Mas, a escolha das cores para as roupas dos bebês não era
necessariamente associada ao género.
‘Quando as cores foram introduzidas no vestuário infantil,
tinham tons pasteis, mas não importava se era rosa ou azul. Geralmente, eram
escolhidas de acordo com o tipo físico da criança. Era muito comum ver bebês de
olhos azuis vestindo azul. E bebês de olhos castanhos vestindo rosa. As pessoas
achavam que combinava mais’, continua Paoletti.
Um estudo de 2011 publicado
pela Sociedade de Psicologia Britânica analisou a preferência de cor de bebês e
crianças com idades entre 7 meses e 5 anos. Cada criança recebeu um par de objetos, um com a cor
rosa e o outro com uma segunda cor. Os pesquisadores, então, observaram qual
era a preferência ou rejeição pelos objetos rosas.

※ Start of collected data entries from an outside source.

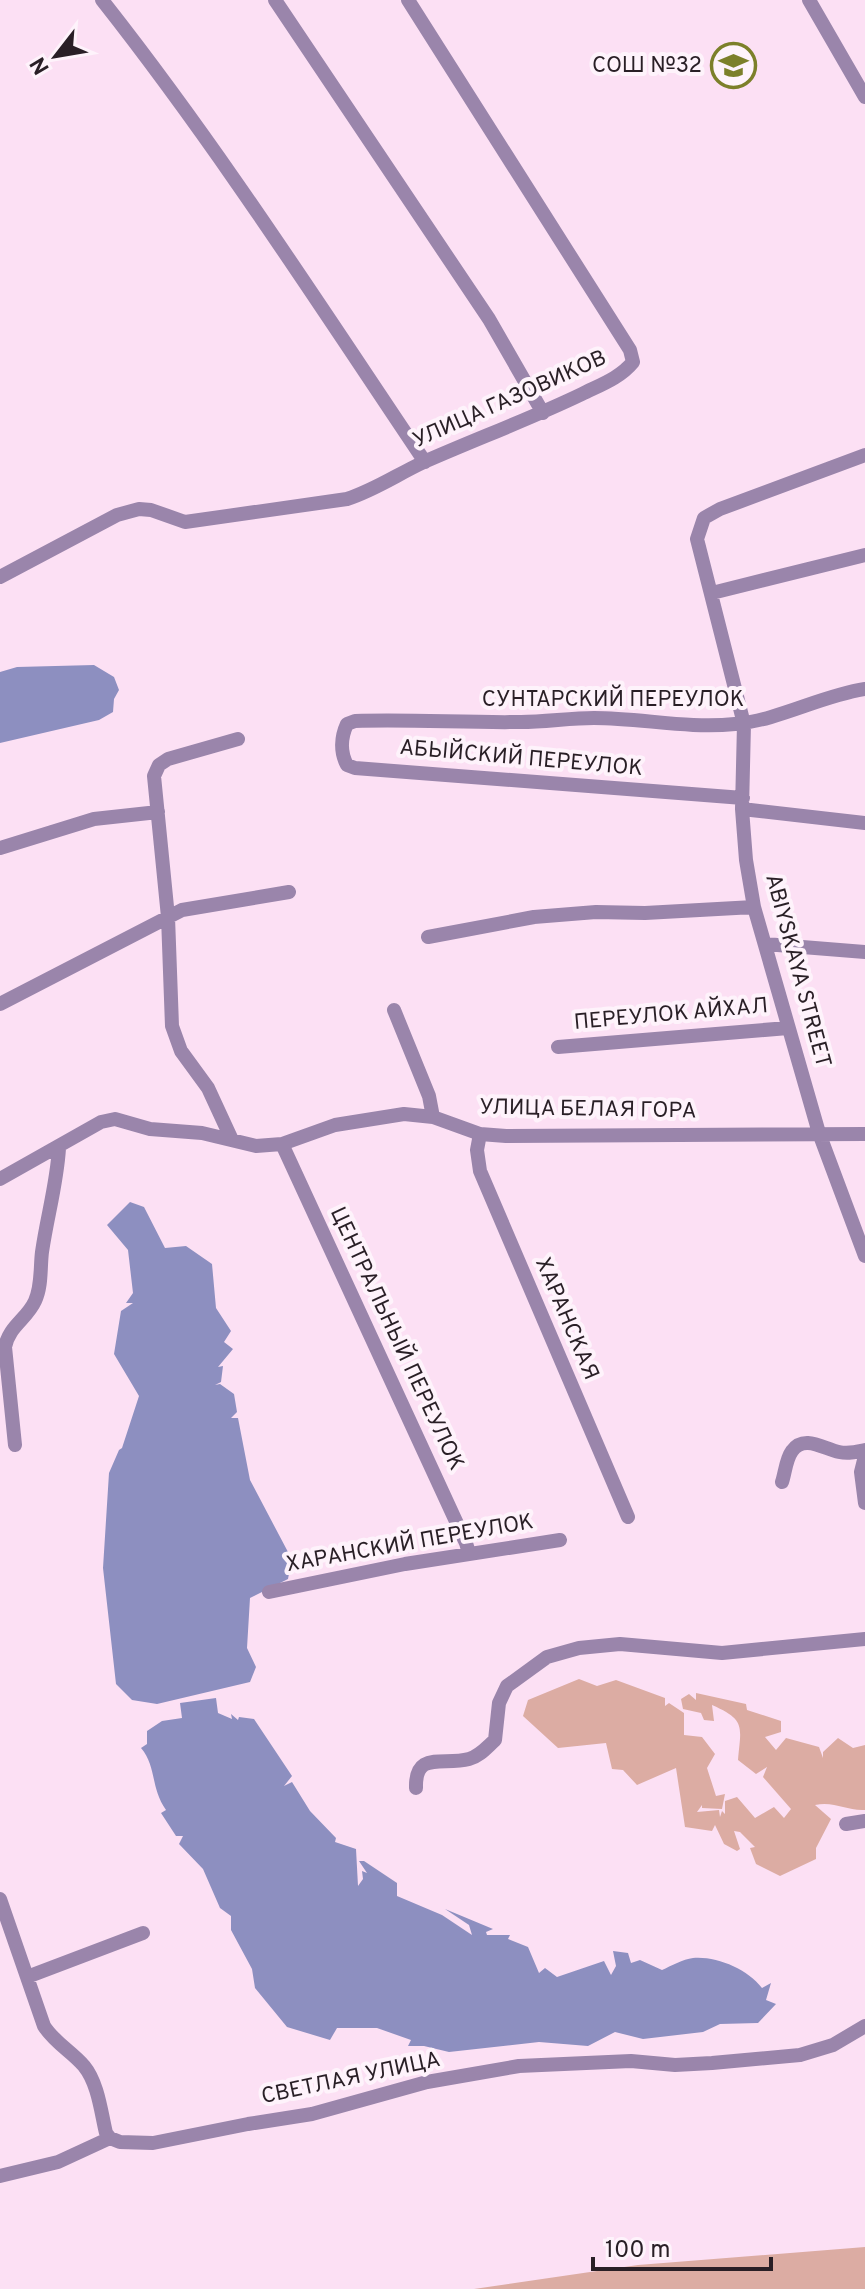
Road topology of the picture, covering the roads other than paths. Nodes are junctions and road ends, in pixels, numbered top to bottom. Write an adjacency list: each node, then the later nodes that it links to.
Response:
1 (102, 0): 8 (street)
2 (275, 0): 6 (street)
3 (408, 0): 6 (street, УЛИЦА ГАЗОВИКОВ)
4 (809, 0): 5 (street)
5 (865, 97)
6 (543, 413): 8 (street, УЛИЦА ГАЗОВИКОВ)
7 (865, 455): 11 (street, ABIYSKAYA STREET)
8 (425, 462): 10 (street, УЛИЦА ГАЗОВИКОВ)
9 (865, 555): 11 (street)
10 (0, 577)
11 (712, 593): 14 (street, ABIYSKAYA STREET)
12 (865, 689): 14 (street, СУНТАРСКИЙ ПЕРЕУЛОК)
13 (355, 721): 14 (street, СУНТАРСКИЙ ПЕРЕУЛОК); 16 (street, АБЫЙСКИЙ ПЕРЕУЛОК)
14 (744, 724): 16 (street, ABIYSKAYA STREET)
15 (238, 739): 17 (street)
16 (742, 804): 18 (street, АБЫЙСКИЙ ПЕРЕУЛОК); 21 (street, ABIYSKAYA STREET)
17 (158, 812): 19 (street); 22 (street)
18 (865, 823)
19 (0, 848)
20 (289, 892): 22 (street)
21 (754, 907): 23 (street); 24 (street, ABIYSKAYA STREET)
22 (168, 917): 26 (street); 34 (street)
23 (428, 937)
24 (765, 944): 25 (street); 28 (street, ABIYSKAYA STREET)
25 (865, 952)
26 (0, 1004)
27 (394, 1010): 30 (street)
28 (788, 1028): 29 (street, ПЕРЕУЛОК АЙХАЛ); 31 (street, ABIYSKAYA STREET)
29 (558, 1047)
30 (433, 1117): 32 (street, УЛИЦА БЕЛАЯ ГОРА); 35 (street, УЛИЦА БЕЛАЯ ГОРА)
31 (819, 1133): 32 (street, УЛИЦА БЕЛАЯ ГОРА); 33 (street, УЛИЦА БЕЛАЯ ГОРА); 38 (street, ABIYSKAYA STREET)
32 (480, 1134): 43 (street, ХАРАНСКАЯ)
33 (865, 1134)
34 (232, 1140): 35 (street, УЛИЦА БЕЛАЯ ГОРА); 36 (street, УЛИЦА БЕЛАЯ ГОРА)
35 (282, 1144): 45 (street, ЦЕНТРАЛЬНЫЙ ПЕРЕУЛОК)
36 (59, 1148): 37 (street, УЛИЦА БЕЛАЯ ГОРА); 39 (street)
37 (0, 1179)
38 (865, 1256)
39 (15, 1445)
40 (865, 1453): 41 (street); 42 (street)
41 (782, 1482)
42 (865, 1503)
43 (628, 1517)
44 (560, 1540): 45 (street, ХАРАНСКИЙ ПЕРЕУЛОК)
45 (469, 1553): 46 (street, ХАРАНСКИЙ ПЕРЕУЛОК)
46 (269, 1592)
47 (865, 1639): 48 (street)
48 (416, 1788)
49 (865, 1821): 50 (street)
50 (846, 1824)
51 (0, 1899): 53 (street)
52 (143, 1933): 53 (street)
53 (27, 1977): 55 (street)
54 (865, 2026): 55 (street, СВЕТЛАЯ УЛИЦА)
55 (110, 2138): 56 (street)
56 (0, 2176)

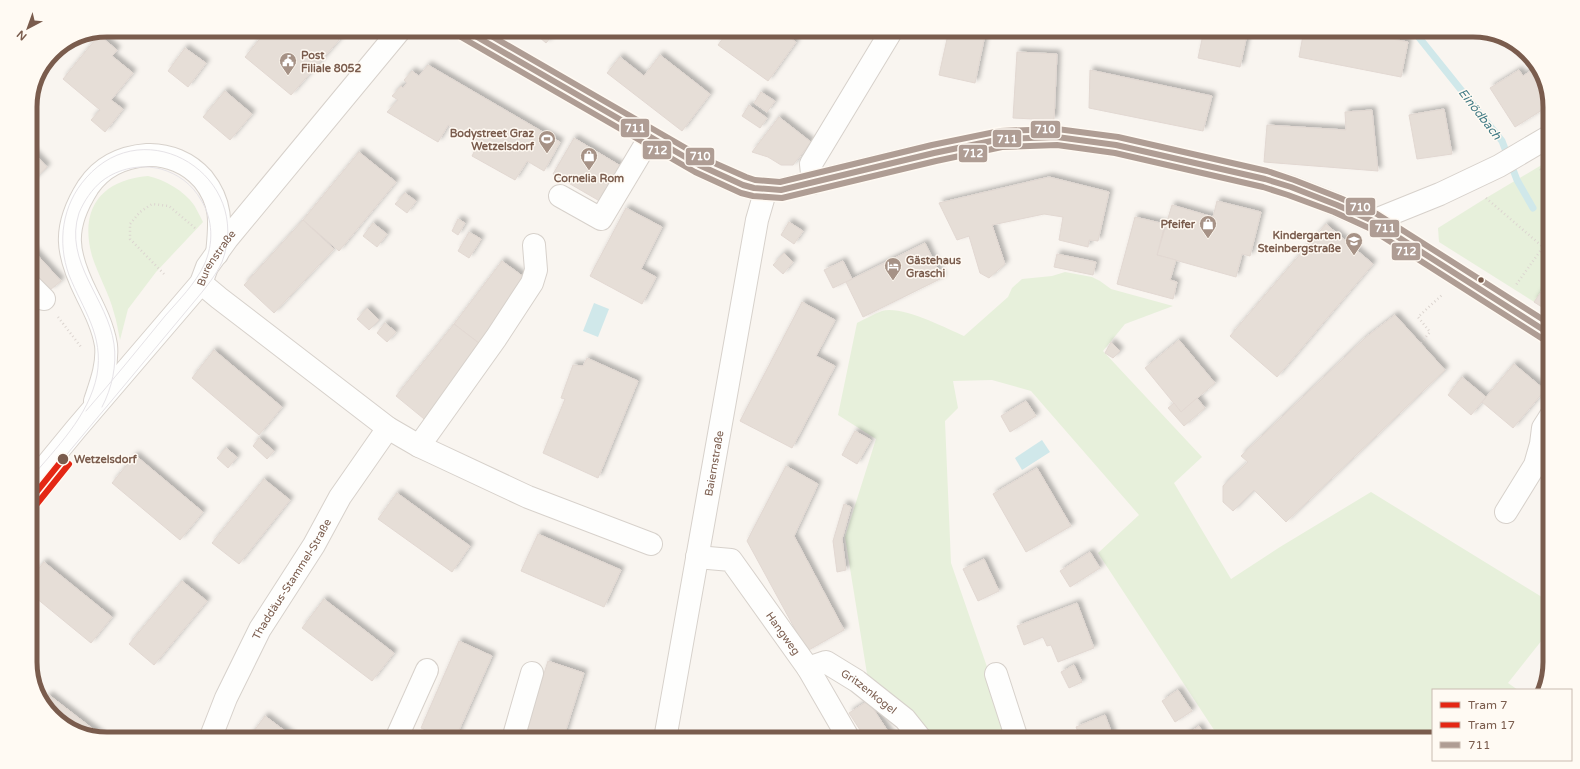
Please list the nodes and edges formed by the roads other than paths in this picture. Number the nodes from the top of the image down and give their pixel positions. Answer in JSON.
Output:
{"nodes":[{"id":1,"x":394,"y":37,"type":"edge"},
{"id":2,"x":476,"y":37,"type":"edge"},
{"id":3,"x":888,"y":37,"type":"edge"},
{"id":4,"x":650,"y":137,"type":"junction"},
{"id":5,"x":1543,"y":140,"type":"edge"},
{"id":6,"x":813,"y":183,"type":"junction"},
{"id":7,"x":766,"y":189,"type":"junction"},
{"id":8,"x":560,"y":196,"type":"dead end"},
{"id":9,"x":1373,"y":221,"type":"junction"},
{"id":10,"x":534,"y":245,"type":"dead end"},
{"id":11,"x":217,"y":254,"type":"junction"},
{"id":12,"x":201,"y":283,"type":"junction"},
{"id":13,"x":1543,"y":329,"type":"edge"},
{"id":14,"x":91,"y":412,"type":"junction"},
{"id":15,"x":388,"y":428,"type":"junction"},
{"id":16,"x":1543,"y":428,"type":"edge"},
{"id":17,"x":419,"y":446,"type":"junction"},
{"id":18,"x":37,"y":478,"type":"edge"},
{"id":19,"x":1506,"y":512,"type":"dead end"},
{"id":20,"x":651,"y":544,"type":"dead end"},
{"id":21,"x":697,"y":557,"type":"junction"},
{"id":22,"x":808,"y":668,"type":"junction"},
{"id":23,"x":427,"y":670,"type":"dead end"},
{"id":24,"x":532,"y":673,"type":"dead end"},
{"id":25,"x":996,"y":674,"type":"dead end"},
{"id":26,"x":213,"y":732,"type":"edge"},
{"id":27,"x":399,"y":732,"type":"edge"},
{"id":28,"x":515,"y":732,"type":"edge"},
{"id":29,"x":666,"y":732,"type":"edge"},
{"id":30,"x":845,"y":732,"type":"edge"},
{"id":31,"x":915,"y":732,"type":"edge"},
{"id":32,"x":1015,"y":732,"type":"edge"}],
"edges":[{"from":1,"to":11,"type":"street","name":"Burenstraße"},
{"from":2,"to":4,"type":"main road"},
{"from":3,"to":6,"type":"street"},
{"from":4,"to":7,"type":"main road"},
{"from":4,"to":8,"type":"street"},
{"from":5,"to":9,"type":"street"},
{"from":6,"to":7,"type":"main road"},
{"from":6,"to":9,"type":"main road"},
{"from":7,"to":21,"type":"street","name":"Baiernstraße"},
{"from":9,"to":13,"type":"main road"},
{"from":10,"to":17,"type":"street"},
{"from":11,"to":12,"type":"street","name":"Burenstraße"},
{"from":11,"to":14,"type":"street"},
{"from":12,"to":14,"type":"street","name":"Burenstraße"},
{"from":12,"to":15,"type":"street"},
{"from":14,"to":18,"type":"street","name":"Burenstraße"},
{"from":15,"to":17,"type":"street"},
{"from":15,"to":26,"type":"street","name":"Thaddäus-Stammel-Straße"},
{"from":16,"to":19,"type":"street"},
{"from":17,"to":20,"type":"street"},
{"from":21,"to":22,"type":"street","name":"Hangweg"},
{"from":21,"to":29,"type":"street","name":"Baiernstraße"},
{"from":22,"to":30,"type":"street","name":"Hangweg"},
{"from":22,"to":31,"type":"street","name":"Gritzenkogel"},
{"from":23,"to":27,"type":"street"},
{"from":24,"to":28,"type":"street"},
{"from":25,"to":32,"type":"street"}]}
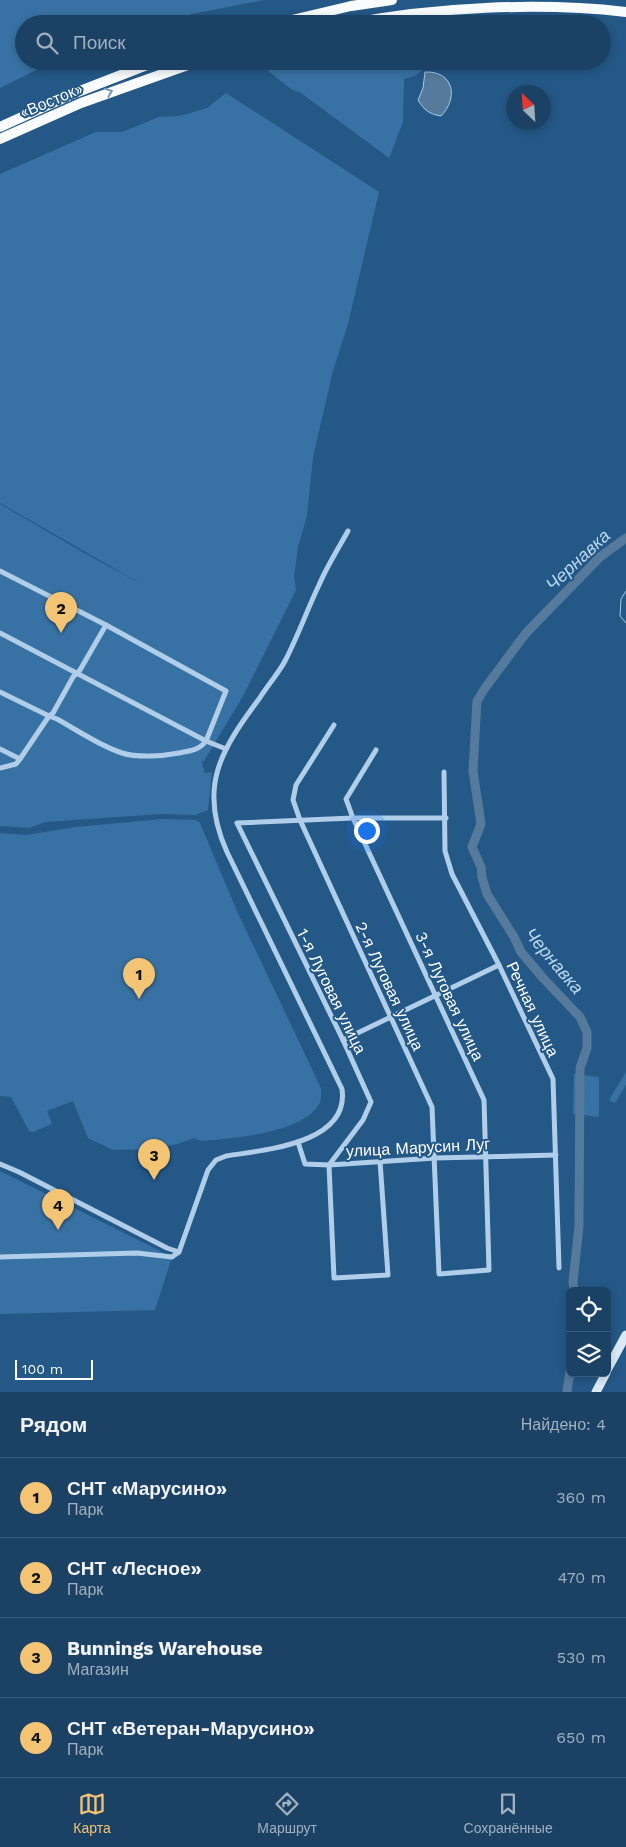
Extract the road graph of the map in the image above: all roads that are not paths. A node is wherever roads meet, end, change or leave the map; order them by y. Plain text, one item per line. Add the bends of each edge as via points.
1 (392, 0) edge
2 (626, 12) edge
3 (312, 15) edge
4 (406, 15) edge
5 (135, 70) edge
6 (173, 70) edge
7 (0, 127) edge
8 (0, 139) edge
9 (348, 531) dead end
10 (0, 571) edge
11 (106, 626) junction
12 (0, 633) edge
13 (77, 673) junction
14 (0, 692) edge
15 (49, 716) junction
16 (334, 726) dead end
17 (206, 741) junction
18 (0, 749) edge
19 (226, 749) junction
20 (376, 750) dead end
21 (20, 759) junction
22 (0, 768) edge
23 (444, 772) dead end
24 (353, 818) junction
25 (446, 818) junction
26 (300, 820) junction
27 (499, 965) junction
28 (434, 996) junction
29 (390, 1016) junction
30 (343, 1040) junction
31 (298, 1142) junction
32 (556, 1155) junction
33 (485, 1156) junction
34 (435, 1158) junction
35 (380, 1161) junction
36 (0, 1164) edge
37 (329, 1165) junction
38 (179, 1252) junction
39 (0, 1257) edge
40 (559, 1268) dead end
41 (439, 1274) joint
42 (626, 1335) edge
43 (611, 1363) edge
44 (604, 1377) edge
45 (596, 1392) edge

1 - 3 highway
2 - 4 highway via 480,8
5 - 7 highway, «Восток»
8 -> 6 highway, «Восток» via 89,100
9 - 19 street via 320,582 284,663
10 - 11 street
11 - 13 street
11 - 17 street via 226,691
12 - 13 street
13 - 15 street
13 - 17 street
14 - 15 street
15 - 17 street via 123,754 170,754 196,750
15 - 21 street
16 - 26 street, 2-я Луговая улица via 296,785 294,800
17 - 19 street
18 - 21 street
19 - 31 street via 214,795 218,829 342,1089 342,1102 334,1120 320,1132
20 - 24 street, 3-я Луговая улица via 346,799
21 - 22 street via 16,764
23 - 25 street, Речная улица
24 - 25 street
24 - 26 street
24 - 28 street, 3-я Луговая улица
25 - 27 street, Речная улица via 445,851 452,874
26 - 29 street, 2-я Луговая улица
26 - 30 street, 1-я Луговая улица via 236,822
27 - 28 street
27 - 32 street, Речная улица via 553,1078
28 - 29 street
28 - 33 street, 3-я Луговая улица via 484,1100
29 - 30 street
29 - 34 street, 2-я Луговая улица via 432,1107
30 - 37 street, 1-я Луговая улица via 371,1102 363,1120
31 - 37 street, улица Марусин Луг via 305,1164
31 - 38 street via 216,1160 208,1170
32 - 33 street, улица Марусин Луг
32 - 40 street, Речная улица
33 - 34 street, улица Марусин Луг
33 - 41 street, 3-я Луговая улица via 489,1270
34 - 35 street, улица Марусин Луг
34 - 41 street, 2-я Луговая улица
35 - 37 street, улица Марусин Луг
35 - 37 street via 388,1275 334,1278
36 - 38 street
38 - 39 street via 172,1257 137,1253
42 - 43 main road
44 - 45 main road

O resultado foi que, com até um ano de idade, meninas e meninos
escolheram objetos cor-de-rosa de forma semelhante. Ou seja, não havia uma
preferência de gênero pela cor.
Já aos dois anos, as meninas passaram a preferir o rosa, um
pouco mais frequentemente que os meninos. E, a partir de dois anos e meio, a
preferência por rosa despontou nas meninas, ao mesmo tempo que a rejeição ao
rosa prevaleceu entre meninos.
Segundo as pesquisadoras, a preferência pelo rosa nessa idade
pode ser explicada pela identificação de gênero que é dada pelos adultos, e
acaba absorvida pelas crianças.
‘As descobertas vão na contramão da sugestão de que as
preferências de cor podem ter uma base biológica. Alguns pesquisadores
propuseram que há mais vantagem evolutiva para mulheres que são atraídas por
cores de frutas, como o rosa. Mas, se as mulheres tivessem uma predisposição
biológica ao rosa, então isso seria evidente independentemente da aquisição de
conceitos de gênero’.
Em outras palavras, seria perceptível em qualquer estágio de
vida.
Pesquisadora americana explica que a divisão de gênero das cores é uma construção social. 'Assim, também é errada a ideia de que se você não tratar as crianças segundo um estereótipo de gênero elas vão crescer confusas, serão pervertidas, vão se tornar homossexuais, transgênero. Não há nenhuma evidência disso'.
Ideologia de Gênero
O uso de rosa ou azul mobilizou as redes sociais brasileiras
recentemente, chegando ao topo de assuntos mais comentados no Twitter. O motivo
foi a divulgação de um vídeo de Damares Alves, a primeira ministra a ocupar a
pasta de Mulher, Família e Direitos Humanos — criada por Jair Bolsonaro, em
substituição ao Ministério das Mulheres, da Igualdade Racial e dos Direitos
Humanos do governo de Dilma Rousseff.
‘Atenção, atenção! É uma nova era no Brasil. Menino veste
azul e menina veste rosa!’, fala Damares Alves no vídeo. A frase foi
acompanhada em coro por apoiadores. Em seguida, todos pularam em comemoração —
inclusive a ministra, nitidamente empolgada.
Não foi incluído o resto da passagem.